◆ WHAT THE EXERCISE ASKS: Write an exact copy of the entries below that leaves out all pictures.

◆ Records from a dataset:
--------------------
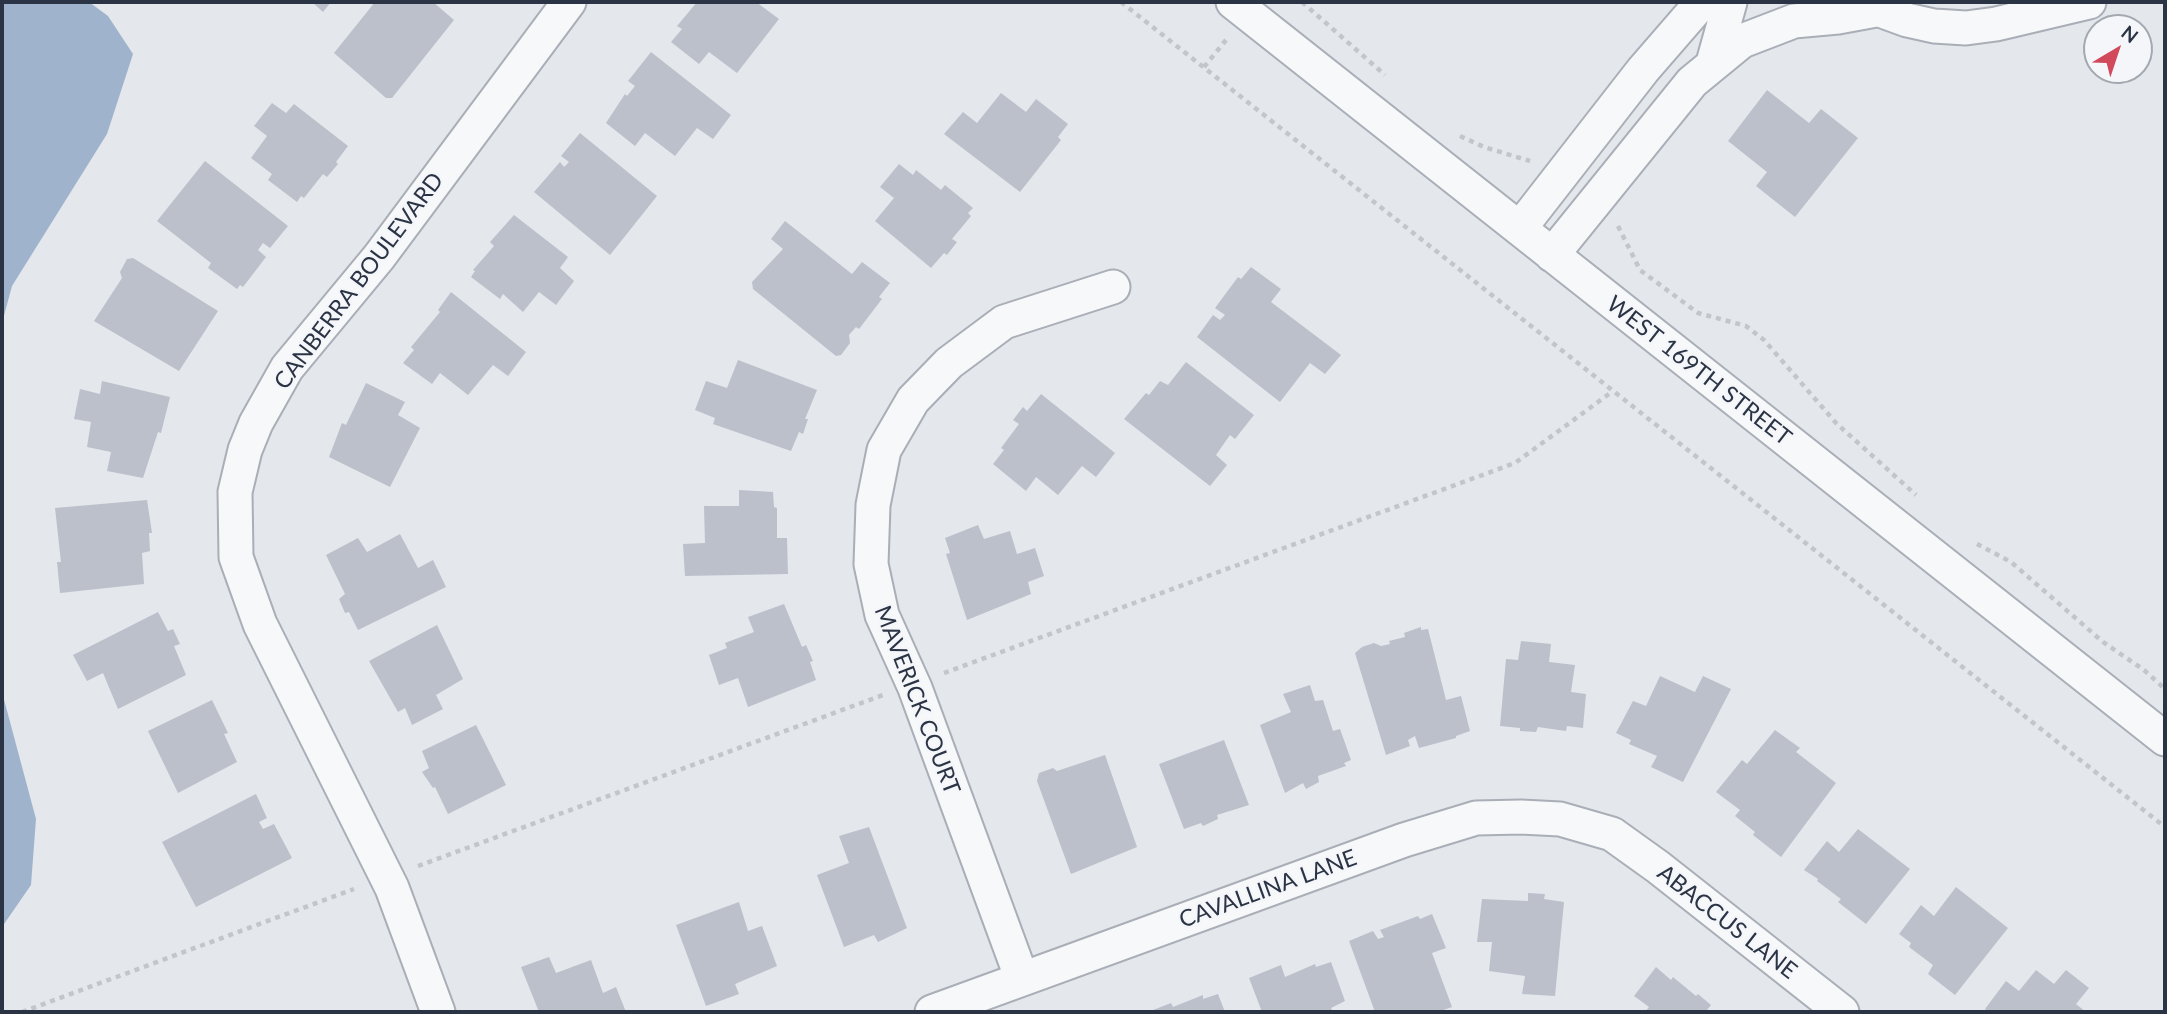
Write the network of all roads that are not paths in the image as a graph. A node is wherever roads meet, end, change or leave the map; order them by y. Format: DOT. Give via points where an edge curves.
graph roads {
  1 [pos="1702,2"];
  2 [pos="1730,2"];
  3 [pos="2089,2"];
  4 [pos="564,4"];
  5 [pos="1867,6"];
  6 [pos="1233,17"];
  7 [pos="1713,63"];
  8 [pos="1520,228"];
  9 [pos="1552,255"];
  10 [pos="1113,287"];
  11 [pos="2165,739"];
  12 [pos="1612,834"];
  13 [pos="1022,979"];
  14 [pos="438,1012"];
  15 [pos="932,1012"];
  16 [pos="1842,1012"];
  1 -- 8 [label="street"];
  2 -- 7 [label="street"];
  3 -- 5 [label="street" via="1966,28 1934,26"];
  4 -- 14 [label="street, CANBERRA BOULEVARD" via="379,257 287,368 256,423 235,492 236,557 261,624 386,877"];
  5 -- 7 [label="street" via="1838,17 1794,21 1742,41"];
  6 -- 8 [label="street, WEST 169TH STREET"];
  7 -- 9 [label="street" via="1692,82"];
  8 -- 9 [label="street, WEST 169TH STREET"];
  9 -- 11 [label="street, WEST 169TH STREET"];
  10 -- 13 [label="street, MAVERICK COURT" via="1004,322 949,363 913,400 884,450 873,505 871,564 882,615 913,684"];
  12 -- 13 [label="street, CAVALLINA LANE" via="1560,819 1476,818"];
  12 -- 16 [label="street, ABACCUS LANE"];
  13 -- 15 [label="street, CAVALLINA LANE"];
}
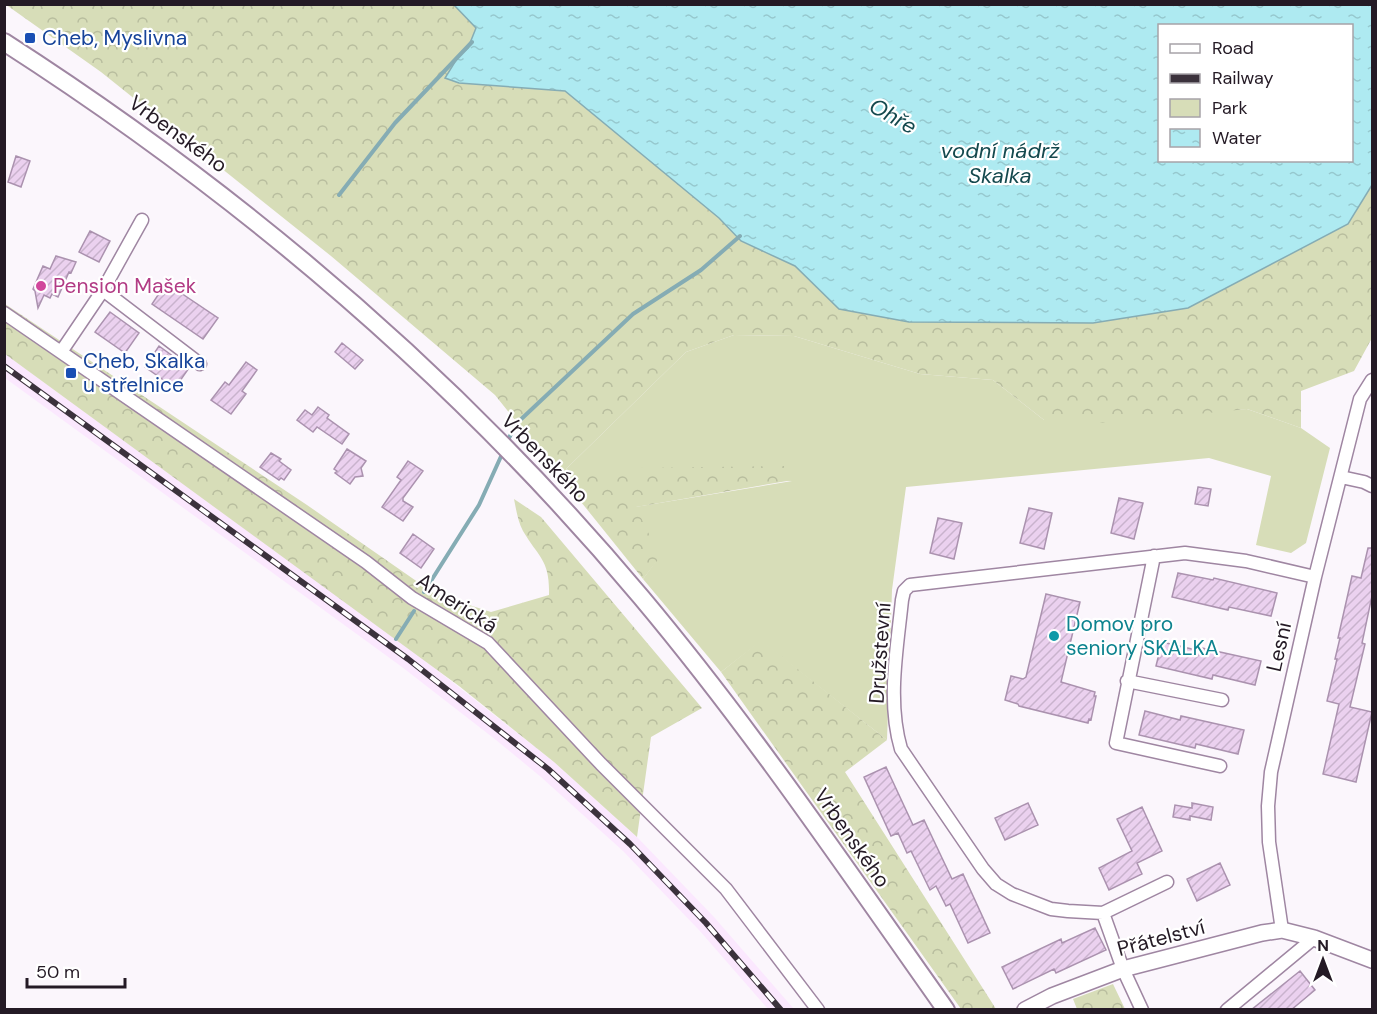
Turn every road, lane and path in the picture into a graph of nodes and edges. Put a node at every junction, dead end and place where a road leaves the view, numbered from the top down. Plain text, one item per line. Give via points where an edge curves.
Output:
1 (4, 42) edge
2 (142, 220) dead end
3 (103, 290) junction
4 (4, 313) edge
5 (61, 352) junction
6 (200, 364) dead end
7 (1372, 380) edge
8 (1341, 477) junction
9 (1372, 486) edge
10 (1154, 556) junction
11 (1315, 577) junction
12 (1127, 681) junction
13 (1222, 700) dead end
14 (1220, 766) dead end
15 (1167, 882) dead end
16 (1103, 913) junction
17 (1281, 930) junction
18 (1314, 938) junction
19 (1372, 960) edge
20 (1123, 969) junction
21 (818, 1010) edge
22 (946, 1010) edge
23 (1025, 1010) edge
24 (1142, 1010) edge
25 (1227, 1010) edge

1 - 22 main road, Vrbenského via 77,88 285,245 456,398 553,497 696,664
2 - 3 street
3 - 5 street
3 - 6 street
4 - 5 street, Americká
5 - 21 street, Americká via 356,555 412,598 488,643 600,764 726,889
7 - 8 street, Lesní via 1360,399
8 - 9 street
8 - 11 street, Lesní
10 - 11 street, Družstevní via 1205,554
10 - 12 street
10 - 16 street, Družstevní via 910,585 902,600 894,700 895,729 901,749 996,884 1052,909
11 - 17 street, Lesní via 1269,788 1269,842
12 - 13 street
12 - 14 street via 1116,743
15 - 16 street
16 - 20 street
17 - 18 street, Přátelství
17 - 20 street, Přátelství
18 - 19 street, Přátelství
18 - 25 street
20 - 23 street, Přátelství
20 - 24 street

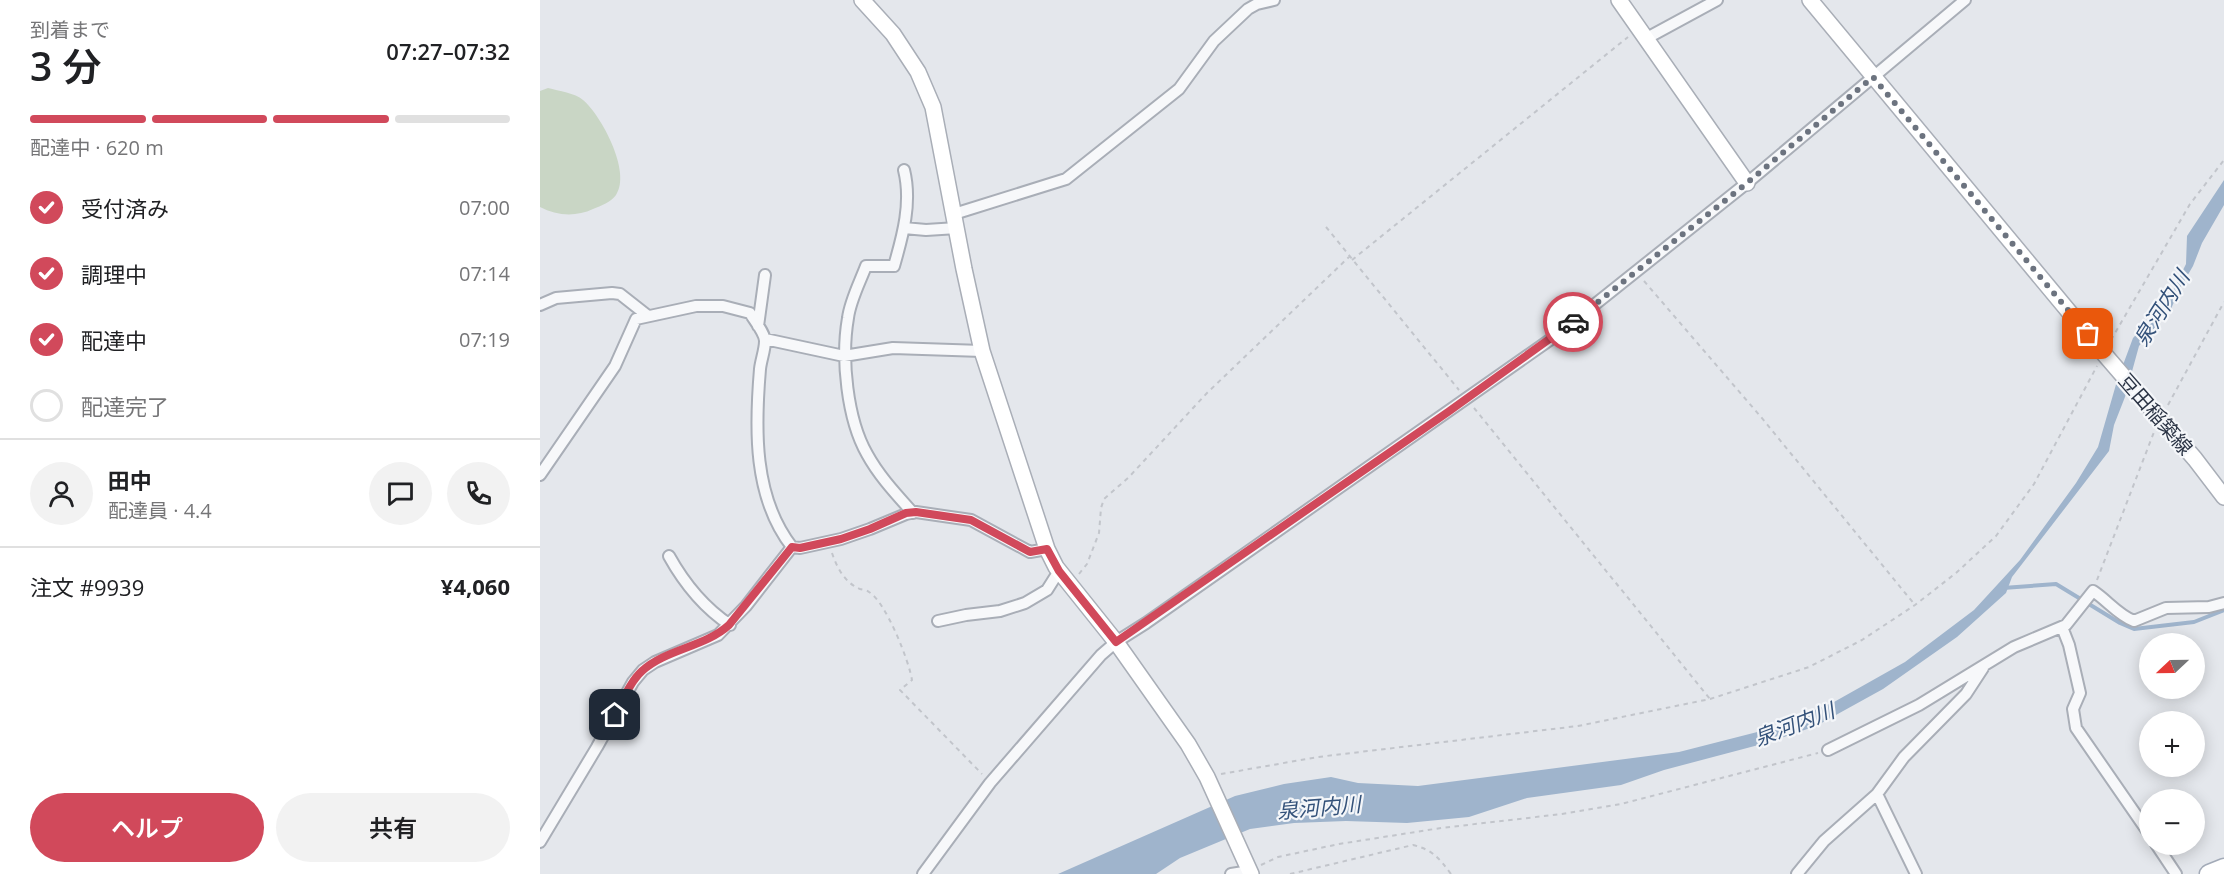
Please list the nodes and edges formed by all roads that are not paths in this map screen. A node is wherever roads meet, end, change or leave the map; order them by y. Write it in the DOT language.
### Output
graph roads {
  1 [pos="861,0"];
  2 [pos="1274,0"];
  3 [pos="1619,0"];
  4 [pos="1717,0"];
  5 [pos="1810,0"];
  6 [pos="1965,0"];
  7 [pos="1643,33"];
  8 [pos="1873,77"];
  9 [pos="904,170"];
  10 [pos="1747,183"];
  11 [pos="956,221"];
  12 [pos="904,228"];
  13 [pos="765,275"];
  14 [pos="542,300"];
  15 [pos="648,316"];
  16 [pos="758,326"];
  17 [pos="765,339"];
  18 [pos="982,351"];
  19 [pos="844,356"];
  20 [pos="540,475"];
  21 [pos="2224,497"];
  22 [pos="913,513"];
  23 [pos="792,547"];
  24 [pos="1047,549"];
  25 [pos="669,556"];
  26 [pos="1059,571"];
  27 [pos="2224,603"];
  28 [pos="938,621"];
  29 [pos="729,625"];
  30 [pos="2062,627"];
  31 [pos="1116,642"];
  32 [pos="1985,665"];
  33 [pos="1828,750"];
  34 [pos="1877,794"];
  35 [pos="2139,819"];
  36 [pos="540,842"];
  37 [pos="2163,855"];
  38 [pos="2224,868"];
  39 [pos="1251,872"];
  40 [pos="923,874"];
  41 [pos="1231,874"];
  42 [pos="1797,874"];
  43 [pos="1916,874"];
  44 [pos="2176,874"];
  45 [pos="2209,874"];
  1 -- 11 [label="street"];
  2 -- 11 [label="street"];
  3 -- 7 [label="street"];
  4 -- 7 [label="street"];
  5 -- 8 [label="street, 豆田稲築線"];
  6 -- 8 [label="street"];
  7 -- 10 [label="street"];
  8 -- 10 [label="street"];
  8 -- 21 [label="street, 豆田稲築線"];
  9 -- 12 [label="street"];
  10 -- 31 [label="street"];
  11 -- 12 [label="street"];
  11 -- 18 [label="street"];
  12 -- 19 [label="street"];
  13 -- 16 [label="street"];
  14 -- 15 [label="street"];
  15 -- 16 [label="street"];
  15 -- 20 [label="street"];
  16 -- 17 [label="street"];
  17 -- 19 [label="street"];
  17 -- 23 [label="street"];
  18 -- 19 [label="street"];
  18 -- 24 [label="street"];
  19 -- 22 [label="street"];
  22 -- 23 [label="street"];
  22 -- 24 [label="street"];
  23 -- 29 [label="street"];
  24 -- 26 [label="street"];
  25 -- 29 [label="street"];
  26 -- 28 [label="street"];
  26 -- 31 [label="street"];
  27 -- 30 [label="street"];
  29 -- 36 [label="street"];
  30 -- 32 [label="street"];
  30 -- 35 [label="street"];
  31 -- 39 [label="street"];
  31 -- 40 [label="street"];
  32 -- 33 [label="street"];
  32 -- 34 [label="street"];
  34 -- 42 [label="street"];
  34 -- 43 [label="street"];
  37 -- 44 [label="street"];
  38 -- 45 [label="main road"];
  39 -- 41 [label="street"];
}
--------------------
◆ ANSWER FOR THE TASK:
Write the network of all roads that are not paths in the image as a graph. A node is wherever roads meet, end, change or leave the map; order them by y. Format: DOT. Give via points where an edge curves.
graph roads {
  1 [pos="1702,2"];
  2 [pos="1730,2"];
  3 [pos="2089,2"];
  4 [pos="564,4"];
  5 [pos="1867,6"];
  6 [pos="1233,17"];
  7 [pos="1713,63"];
  8 [pos="1520,228"];
  9 [pos="1552,255"];
  10 [pos="1113,287"];
  11 [pos="2165,739"];
  12 [pos="1612,834"];
  13 [pos="1022,979"];
  14 [pos="438,1012"];
  15 [pos="932,1012"];
  16 [pos="1842,1012"];
  1 -- 8 [label="street"];
  2 -- 7 [label="street"];
  3 -- 5 [label="street" via="1966,28 1934,26"];
  4 -- 14 [label="street, CANBERRA BOULEVARD" via="379,257 287,368 256,423 235,492 236,557 261,624 386,877"];
  5 -- 7 [label="street" via="1838,17 1794,21 1742,41"];
  6 -- 8 [label="street, WEST 169TH STREET"];
  7 -- 9 [label="street" via="1692,82"];
  8 -- 9 [label="street, WEST 169TH STREET"];
  9 -- 11 [label="street, WEST 169TH STREET"];
  10 -- 13 [label="street, MAVERICK COURT" via="1004,322 949,363 913,400 884,450 873,505 871,564 882,615 913,684"];
  12 -- 13 [label="street, CAVALLINA LANE" via="1560,819 1476,818"];
  12 -- 16 [label="street, ABACCUS LANE"];
  13 -- 15 [label="street, CAVALLINA LANE"];
}
Turn every road, lane and path in the picture into a graph of nodes and edges. Put a node at every junction, dead end and place where a road leaves the view, numbered from the top down. Plain text, one item per line. Give via points where an edge curves.
Output:
1 (4, 42) edge
2 (142, 220) dead end
3 (103, 290) junction
4 (4, 313) edge
5 (61, 352) junction
6 (200, 364) dead end
7 (1372, 380) edge
8 (1341, 477) junction
9 (1372, 486) edge
10 (1154, 556) junction
11 (1315, 577) junction
12 (1127, 681) junction
13 (1222, 700) dead end
14 (1220, 766) dead end
15 (1167, 882) dead end
16 (1103, 913) junction
17 (1281, 930) junction
18 (1314, 938) junction
19 (1372, 960) edge
20 (1123, 969) junction
21 (818, 1010) edge
22 (946, 1010) edge
23 (1025, 1010) edge
24 (1142, 1010) edge
25 (1227, 1010) edge

1 - 22 main road, Vrbenského via 77,88 285,245 456,398 553,497 696,664
2 - 3 street
3 - 5 street
3 - 6 street
4 - 5 street, Americká
5 - 21 street, Americká via 356,555 412,598 488,643 600,764 726,889
7 - 8 street, Lesní via 1360,399
8 - 9 street
8 - 11 street, Lesní
10 - 11 street, Družstevní via 1205,554
10 - 12 street
10 - 16 street, Družstevní via 910,585 902,600 894,700 895,729 901,749 996,884 1052,909
11 - 17 street, Lesní via 1269,788 1269,842
12 - 13 street
12 - 14 street via 1116,743
15 - 16 street
16 - 20 street
17 - 18 street, Přátelství
17 - 20 street, Přátelství
18 - 19 street, Přátelství
18 - 25 street
20 - 23 street, Přátelství
20 - 24 street

Please list the nodes and edges formed by all roads that are not paths in this map screen. A node is wherever roads meet, end, change or leave the map; order them by y. Write it in the DOT language.
### Output
graph roads {
  1 [pos="861,0"];
  2 [pos="1274,0"];
  3 [pos="1619,0"];
  4 [pos="1717,0"];
  5 [pos="1810,0"];
  6 [pos="1965,0"];
  7 [pos="1643,33"];
  8 [pos="1873,77"];
  9 [pos="904,170"];
  10 [pos="1747,183"];
  11 [pos="956,221"];
  12 [pos="904,228"];
  13 [pos="765,275"];
  14 [pos="542,300"];
  15 [pos="648,316"];
  16 [pos="758,326"];
  17 [pos="765,339"];
  18 [pos="982,351"];
  19 [pos="844,356"];
  20 [pos="540,475"];
  21 [pos="2224,497"];
  22 [pos="913,513"];
  23 [pos="792,547"];
  24 [pos="1047,549"];
  25 [pos="669,556"];
  26 [pos="1059,571"];
  27 [pos="2224,603"];
  28 [pos="938,621"];
  29 [pos="729,625"];
  30 [pos="2062,627"];
  31 [pos="1116,642"];
  32 [pos="1985,665"];
  33 [pos="1828,750"];
  34 [pos="1877,794"];
  35 [pos="2139,819"];
  36 [pos="540,842"];
  37 [pos="2163,855"];
  38 [pos="2224,868"];
  39 [pos="1251,872"];
  40 [pos="923,874"];
  41 [pos="1231,874"];
  42 [pos="1797,874"];
  43 [pos="1916,874"];
  44 [pos="2176,874"];
  45 [pos="2209,874"];
  1 -- 11 [label="street"];
  2 -- 11 [label="street"];
  3 -- 7 [label="street"];
  4 -- 7 [label="street"];
  5 -- 8 [label="street, 豆田稲築線"];
  6 -- 8 [label="street"];
  7 -- 10 [label="street"];
  8 -- 10 [label="street"];
  8 -- 21 [label="street, 豆田稲築線"];
  9 -- 12 [label="street"];
  10 -- 31 [label="street"];
  11 -- 12 [label="street"];
  11 -- 18 [label="street"];
  12 -- 19 [label="street"];
  13 -- 16 [label="street"];
  14 -- 15 [label="street"];
  15 -- 16 [label="street"];
  15 -- 20 [label="street"];
  16 -- 17 [label="street"];
  17 -- 19 [label="street"];
  17 -- 23 [label="street"];
  18 -- 19 [label="street"];
  18 -- 24 [label="street"];
  19 -- 22 [label="street"];
  22 -- 23 [label="street"];
  22 -- 24 [label="street"];
  23 -- 29 [label="street"];
  24 -- 26 [label="street"];
  25 -- 29 [label="street"];
  26 -- 28 [label="street"];
  26 -- 31 [label="street"];
  27 -- 30 [label="street"];
  29 -- 36 [label="street"];
  30 -- 32 [label="street"];
  30 -- 35 [label="street"];
  31 -- 39 [label="street"];
  31 -- 40 [label="street"];
  32 -- 33 [label="street"];
  32 -- 34 [label="street"];
  34 -- 42 [label="street"];
  34 -- 43 [label="street"];
  37 -- 44 [label="street"];
  38 -- 45 [label="main road"];
  39 -- 41 [label="street"];
}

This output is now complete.